Élégie troisième
Me voici rembarqué sur la mer amoureuse,
Moi pour qui tant de fois elle fut malheureuse,
Qui ne suis pas encor du naufrage essuyé,
Quitte à peine d’un voeu nouvellement payé.
Que faire ? mon destin est tel qu’il faut que j’aime
On m’a pourvu d’un coeur peu content de lui-même,
Inquiet, et fécond en nouvelles amours :
Il aime à s’engager, mais non pas pour toujours.
Si faut-il une fois brûler d’un feu durable ;
Que le succès en soit funeste ou favorable,
Qu’on me donne sujet de craindre ou d’espérer,
Perte ou gain, je me veux encore aventurer.
Si l’on ne suit l’Amour, il n’est douceur aucune :
Ce n’est point près des rois que l’on fait sa fortune ;
Quelque ingrate beauté qui nous donne des lois,
Encore en tire-t-on un souris quelquefois ;
Et, pour me rendre heureux, un souris peut suffire.
Clymène, vous pouvez me donner un empire,
Sans que vous m’accordiez qu’un regard d’un instant :
Tiendra-t-il à vos yeux que je ne sois content ?
Hélas ! qu’il est aisé de se flatter soi-même !
Je me propose un bien dont le prix est extrême,
Et ne sais seulement s’il m’est permis d’aimer.
Pourquoi non, s’il vous est permis de me charmer ?
Je verrai les Plaisirs suivre en foule vos traces,
Votre bouche sera la demeure des Grâces,
Mille dons près de vous me viendront partager ;
Et mille feux chez moi ne viendront pas loger !
Et je ne mourrai pas ! Non, Clymène, vos charmes
Ne paraîtront jamais sans me donner d’alarmes ;
Rien ne peut empêcher que je n’aime aussitôt.
Je veux brûler, languir, et mourir s’il le faut :
Votre aveu là-dessus ne m’est pas nécessaire.
Si pourtant vous aimer, Clymène, était vous plaire,
Que je serais heureux ! quelle gloire, quel bien !
Hors l’honneur d’être à vous je ne demande rien.
Consentez seulement de vous voir adorée :
Il n’est condition des mortels révérée
Qui ne me soit alors un objet de mépris.
Jupiter, s’il quittait le céleste pourpris,
Ne m’obligerait pas à lui céder ma peine.
Je suis plus satisfait de ma nouvelle chaîne
Qu’il ne l’est de sa foudre.
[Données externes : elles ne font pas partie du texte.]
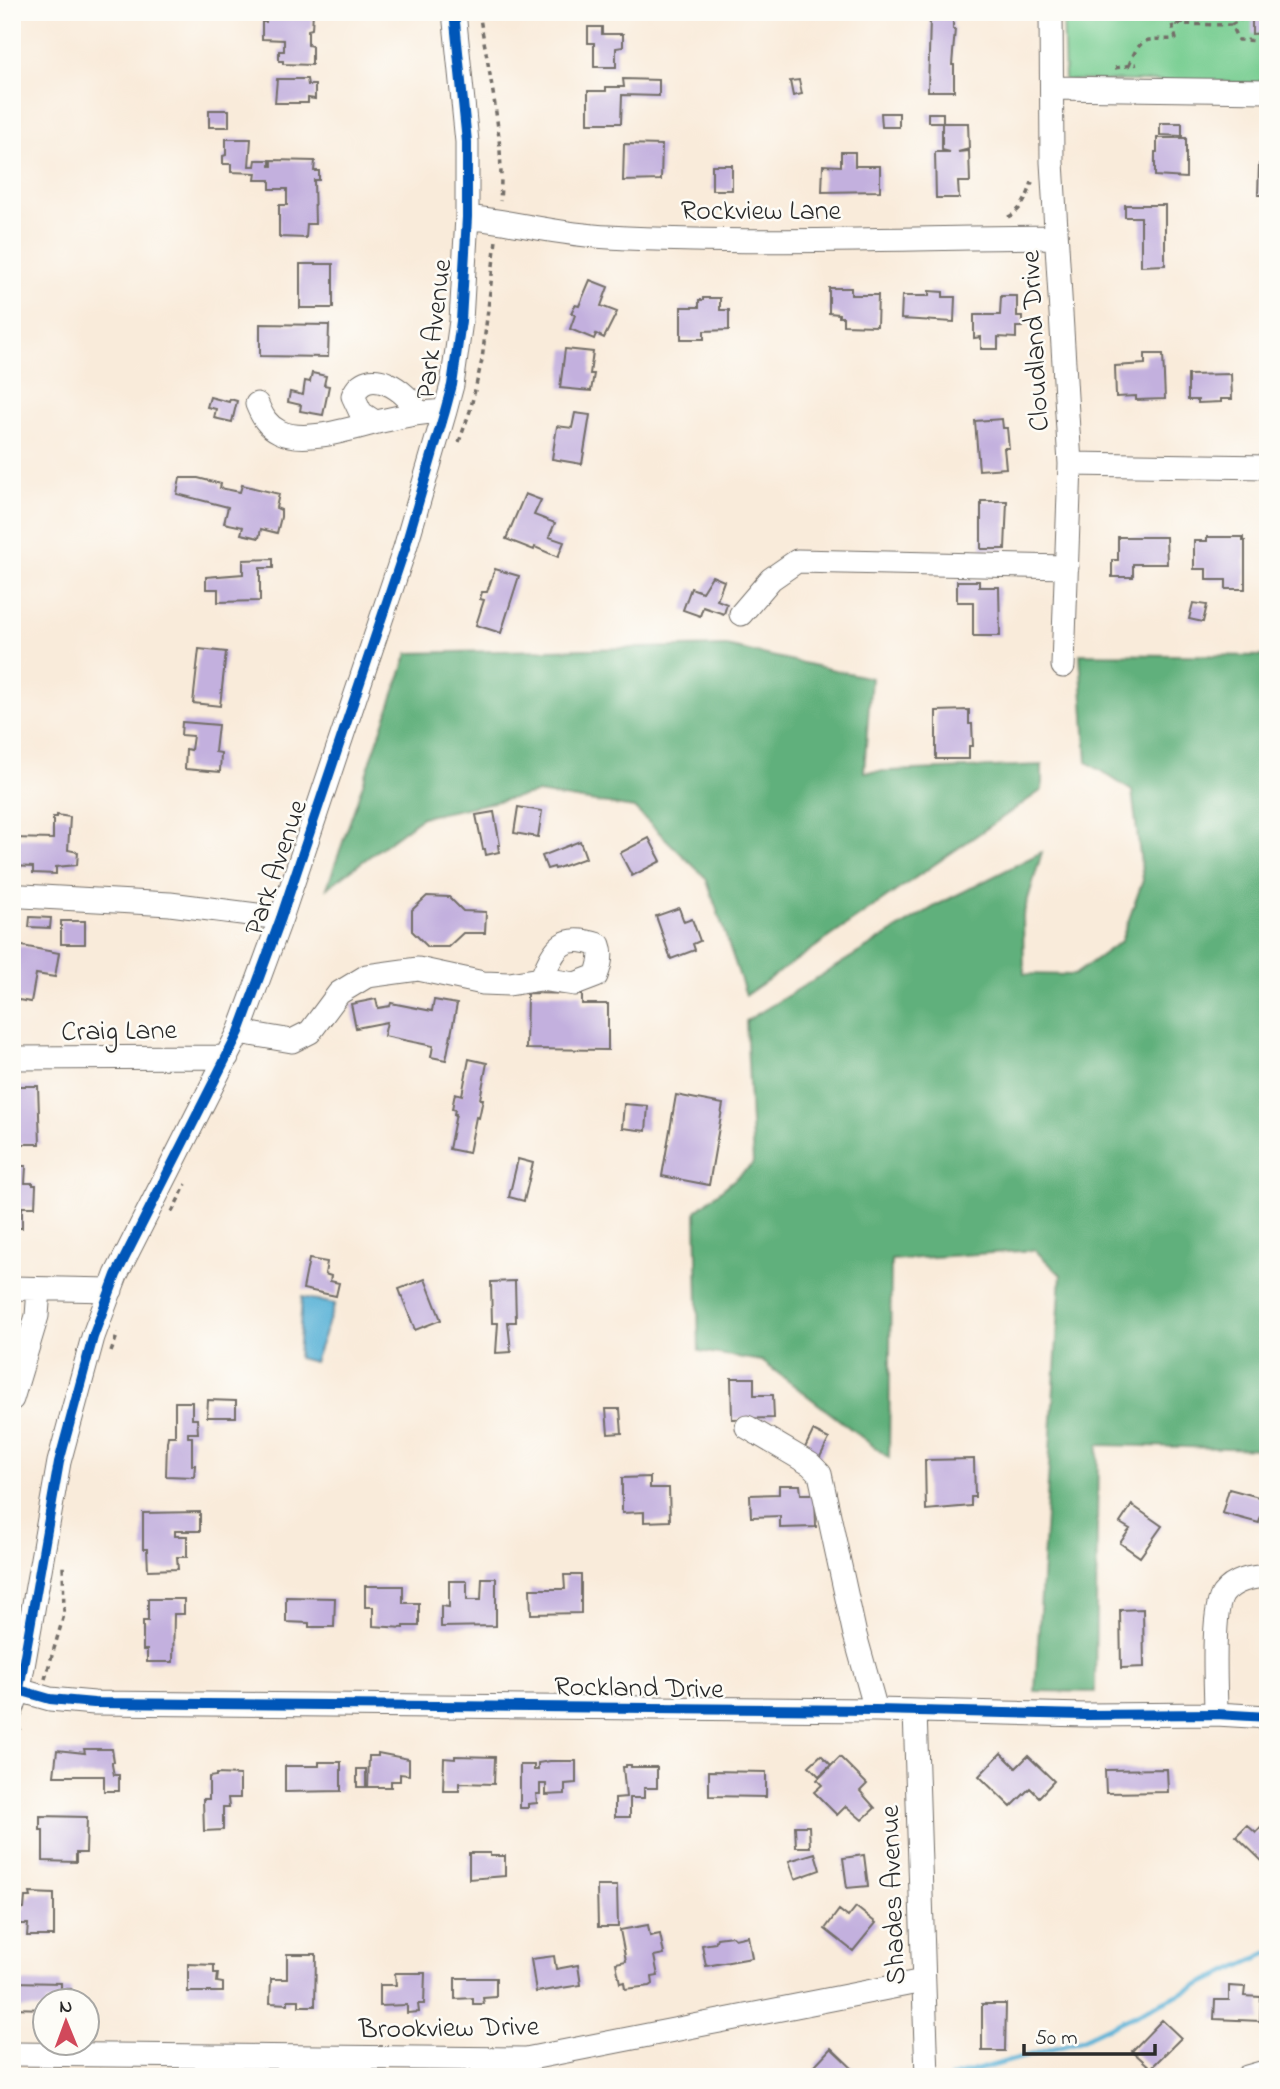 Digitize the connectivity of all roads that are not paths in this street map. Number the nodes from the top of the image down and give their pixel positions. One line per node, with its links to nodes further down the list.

Il peut régner là-haut :
Vous servir ici-bas c’est tout ce qu’il me faut.
Pour me récompenser, avouez-moi pour vôtre ;
Et, si le Sort voulait me donner à quelque autre,
Dites : < Je le réclame ; il vit dessous ma loi
Je vous en avertis, cet esclave est à moi ;
Du pouvoir de mes traits son coeur porte la marque,
N’y touchez point. » Alors je me croirai monarque.
J’en sais de bien traités, d’autres il en est peu :
Je serai plus roi qu’eux après un tel aveu.
Daignez donc approuver les transports de mon zèle ;
Il vous sera permis après d’être cruelle.
De ma part, le respect et les soumissions,
Les soins, toujours enfants des fortes passions,
Les craintes, les soucis, les fréquentes alarmes,
L’ordinaire tribut des soupirs et des larmes,
Et, si vous le voulez, mes langueurs, mon trépas,
Clymène, tous ces biens ne vous manqueront pas.